== Material for the task ==
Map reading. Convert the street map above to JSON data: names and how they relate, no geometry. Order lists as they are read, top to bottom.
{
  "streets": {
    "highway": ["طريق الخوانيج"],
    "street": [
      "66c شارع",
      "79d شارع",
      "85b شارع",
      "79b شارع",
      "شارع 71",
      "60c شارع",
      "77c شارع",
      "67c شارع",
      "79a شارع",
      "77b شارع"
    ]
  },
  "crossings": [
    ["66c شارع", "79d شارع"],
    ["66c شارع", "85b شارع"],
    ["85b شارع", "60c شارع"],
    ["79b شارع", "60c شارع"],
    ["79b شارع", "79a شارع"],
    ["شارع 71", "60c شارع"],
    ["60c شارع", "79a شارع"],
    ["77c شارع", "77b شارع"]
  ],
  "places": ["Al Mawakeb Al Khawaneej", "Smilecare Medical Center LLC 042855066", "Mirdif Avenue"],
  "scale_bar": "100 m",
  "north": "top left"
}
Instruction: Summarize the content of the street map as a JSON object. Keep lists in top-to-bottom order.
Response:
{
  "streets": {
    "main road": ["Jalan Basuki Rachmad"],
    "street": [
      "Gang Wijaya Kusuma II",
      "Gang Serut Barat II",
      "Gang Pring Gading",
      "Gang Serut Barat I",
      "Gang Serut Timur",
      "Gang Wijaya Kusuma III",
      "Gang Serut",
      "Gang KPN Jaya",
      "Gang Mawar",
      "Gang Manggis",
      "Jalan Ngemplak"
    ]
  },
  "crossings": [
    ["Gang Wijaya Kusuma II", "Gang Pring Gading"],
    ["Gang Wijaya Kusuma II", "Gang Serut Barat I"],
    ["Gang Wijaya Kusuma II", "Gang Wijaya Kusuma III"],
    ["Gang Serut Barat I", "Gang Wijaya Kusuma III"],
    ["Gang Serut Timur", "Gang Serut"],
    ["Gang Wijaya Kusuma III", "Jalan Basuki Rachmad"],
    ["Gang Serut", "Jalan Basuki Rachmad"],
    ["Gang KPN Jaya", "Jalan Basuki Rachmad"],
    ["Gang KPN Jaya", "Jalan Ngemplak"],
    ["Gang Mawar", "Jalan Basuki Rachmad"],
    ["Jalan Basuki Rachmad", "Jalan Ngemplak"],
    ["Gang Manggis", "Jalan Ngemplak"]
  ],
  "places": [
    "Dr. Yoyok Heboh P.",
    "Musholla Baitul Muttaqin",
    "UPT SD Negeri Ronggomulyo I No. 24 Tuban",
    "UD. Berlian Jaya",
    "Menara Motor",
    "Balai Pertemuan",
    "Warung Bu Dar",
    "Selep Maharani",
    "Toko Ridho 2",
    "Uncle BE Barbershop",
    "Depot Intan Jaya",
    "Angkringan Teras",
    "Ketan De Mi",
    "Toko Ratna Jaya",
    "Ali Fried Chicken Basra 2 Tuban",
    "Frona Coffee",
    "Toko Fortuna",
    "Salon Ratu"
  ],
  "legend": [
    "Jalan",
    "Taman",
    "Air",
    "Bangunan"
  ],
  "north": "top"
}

== Problem statement ==
Copy every line of the entries above in which "Serut" occurs.

== Task answer ==
      "Gang Serut Barat II",
      "Gang Serut Barat I",
      "Gang Serut Timur",
      "Gang Serut",
    ["Gang Wijaya Kusuma II", "Gang Serut Barat I"],
    ["Gang Serut Barat I", "Gang Wijaya Kusuma III"],
    ["Gang Serut Timur", "Gang Serut"],
    ["Gang Serut", "Jalan Basuki Rachmad"],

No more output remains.